Task to complete —
I would like every record printed again, exactly as shown.

[Stored items]
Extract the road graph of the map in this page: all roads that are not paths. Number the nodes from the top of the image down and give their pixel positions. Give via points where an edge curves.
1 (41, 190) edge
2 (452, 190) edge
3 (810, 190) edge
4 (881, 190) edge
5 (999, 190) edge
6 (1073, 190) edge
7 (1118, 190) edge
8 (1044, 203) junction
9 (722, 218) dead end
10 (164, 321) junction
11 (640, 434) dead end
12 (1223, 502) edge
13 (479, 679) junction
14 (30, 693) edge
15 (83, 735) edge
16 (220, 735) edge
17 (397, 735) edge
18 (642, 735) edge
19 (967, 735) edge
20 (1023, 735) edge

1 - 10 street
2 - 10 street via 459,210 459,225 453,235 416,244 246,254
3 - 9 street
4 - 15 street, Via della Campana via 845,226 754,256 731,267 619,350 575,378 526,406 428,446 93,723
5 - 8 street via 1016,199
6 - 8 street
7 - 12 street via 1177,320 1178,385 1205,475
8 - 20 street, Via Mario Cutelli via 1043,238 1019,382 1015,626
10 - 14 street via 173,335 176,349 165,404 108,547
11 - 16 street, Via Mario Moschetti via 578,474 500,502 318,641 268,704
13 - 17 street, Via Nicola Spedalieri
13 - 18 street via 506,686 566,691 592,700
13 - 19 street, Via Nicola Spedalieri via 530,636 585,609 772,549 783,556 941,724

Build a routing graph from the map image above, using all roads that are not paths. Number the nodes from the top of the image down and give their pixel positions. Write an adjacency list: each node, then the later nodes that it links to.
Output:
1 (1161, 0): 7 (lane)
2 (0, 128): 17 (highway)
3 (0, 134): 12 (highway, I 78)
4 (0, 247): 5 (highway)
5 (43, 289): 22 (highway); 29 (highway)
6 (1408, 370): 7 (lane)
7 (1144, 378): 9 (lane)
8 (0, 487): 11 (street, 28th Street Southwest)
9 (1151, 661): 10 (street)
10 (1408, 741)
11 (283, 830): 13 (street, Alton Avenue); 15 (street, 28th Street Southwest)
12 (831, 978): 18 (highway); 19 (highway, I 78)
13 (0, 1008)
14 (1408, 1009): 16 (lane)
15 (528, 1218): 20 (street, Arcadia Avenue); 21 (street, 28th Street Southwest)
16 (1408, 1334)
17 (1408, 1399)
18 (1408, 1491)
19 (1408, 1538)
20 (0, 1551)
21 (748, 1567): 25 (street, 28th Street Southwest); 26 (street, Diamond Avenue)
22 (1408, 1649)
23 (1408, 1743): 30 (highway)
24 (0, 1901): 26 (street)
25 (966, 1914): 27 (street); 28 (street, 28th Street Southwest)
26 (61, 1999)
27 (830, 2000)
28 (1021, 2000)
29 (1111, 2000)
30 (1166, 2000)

Answer box —
Extract the road graph of the map in this page: all roads that are not paths. Number the nodes from the top of the image down and give their pixel positions. Give via points where an edge curves.
1 (41, 190) edge
2 (452, 190) edge
3 (810, 190) edge
4 (881, 190) edge
5 (999, 190) edge
6 (1073, 190) edge
7 (1118, 190) edge
8 (1044, 203) junction
9 (722, 218) dead end
10 (164, 321) junction
11 (640, 434) dead end
12 (1223, 502) edge
13 (479, 679) junction
14 (30, 693) edge
15 (83, 735) edge
16 (220, 735) edge
17 (397, 735) edge
18 (642, 735) edge
19 (967, 735) edge
20 (1023, 735) edge

1 - 10 street
2 - 10 street via 459,210 459,225 453,235 416,244 246,254
3 - 9 street
4 - 15 street, Via della Campana via 845,226 754,256 731,267 619,350 575,378 526,406 428,446 93,723
5 - 8 street via 1016,199
6 - 8 street
7 - 12 street via 1177,320 1178,385 1205,475
8 - 20 street, Via Mario Cutelli via 1043,238 1019,382 1015,626
10 - 14 street via 173,335 176,349 165,404 108,547
11 - 16 street, Via Mario Moschetti via 578,474 500,502 318,641 268,704
13 - 17 street, Via Nicola Spedalieri
13 - 18 street via 506,686 566,691 592,700
13 - 19 street, Via Nicola Spedalieri via 530,636 585,609 772,549 783,556 941,724

Build a routing graph from the map image above, using all roads that are not paths. Number the nodes from the top of the image down and give their pixel positions. Write an adjacency list: each node, then the later nodes that it links to.
Output:
1 (1161, 0): 7 (lane)
2 (0, 128): 17 (highway)
3 (0, 134): 12 (highway, I 78)
4 (0, 247): 5 (highway)
5 (43, 289): 22 (highway); 29 (highway)
6 (1408, 370): 7 (lane)
7 (1144, 378): 9 (lane)
8 (0, 487): 11 (street, 28th Street Southwest)
9 (1151, 661): 10 (street)
10 (1408, 741)
11 (283, 830): 13 (street, Alton Avenue); 15 (street, 28th Street Southwest)
12 (831, 978): 18 (highway); 19 (highway, I 78)
13 (0, 1008)
14 (1408, 1009): 16 (lane)
15 (528, 1218): 20 (street, Arcadia Avenue); 21 (street, 28th Street Southwest)
16 (1408, 1334)
17 (1408, 1399)
18 (1408, 1491)
19 (1408, 1538)
20 (0, 1551)
21 (748, 1567): 25 (street, 28th Street Southwest); 26 (street, Diamond Avenue)
22 (1408, 1649)
23 (1408, 1743): 30 (highway)
24 (0, 1901): 26 (street)
25 (966, 1914): 27 (street); 28 (street, 28th Street Southwest)
26 (61, 1999)
27 (830, 2000)
28 (1021, 2000)
29 (1111, 2000)
30 (1166, 2000)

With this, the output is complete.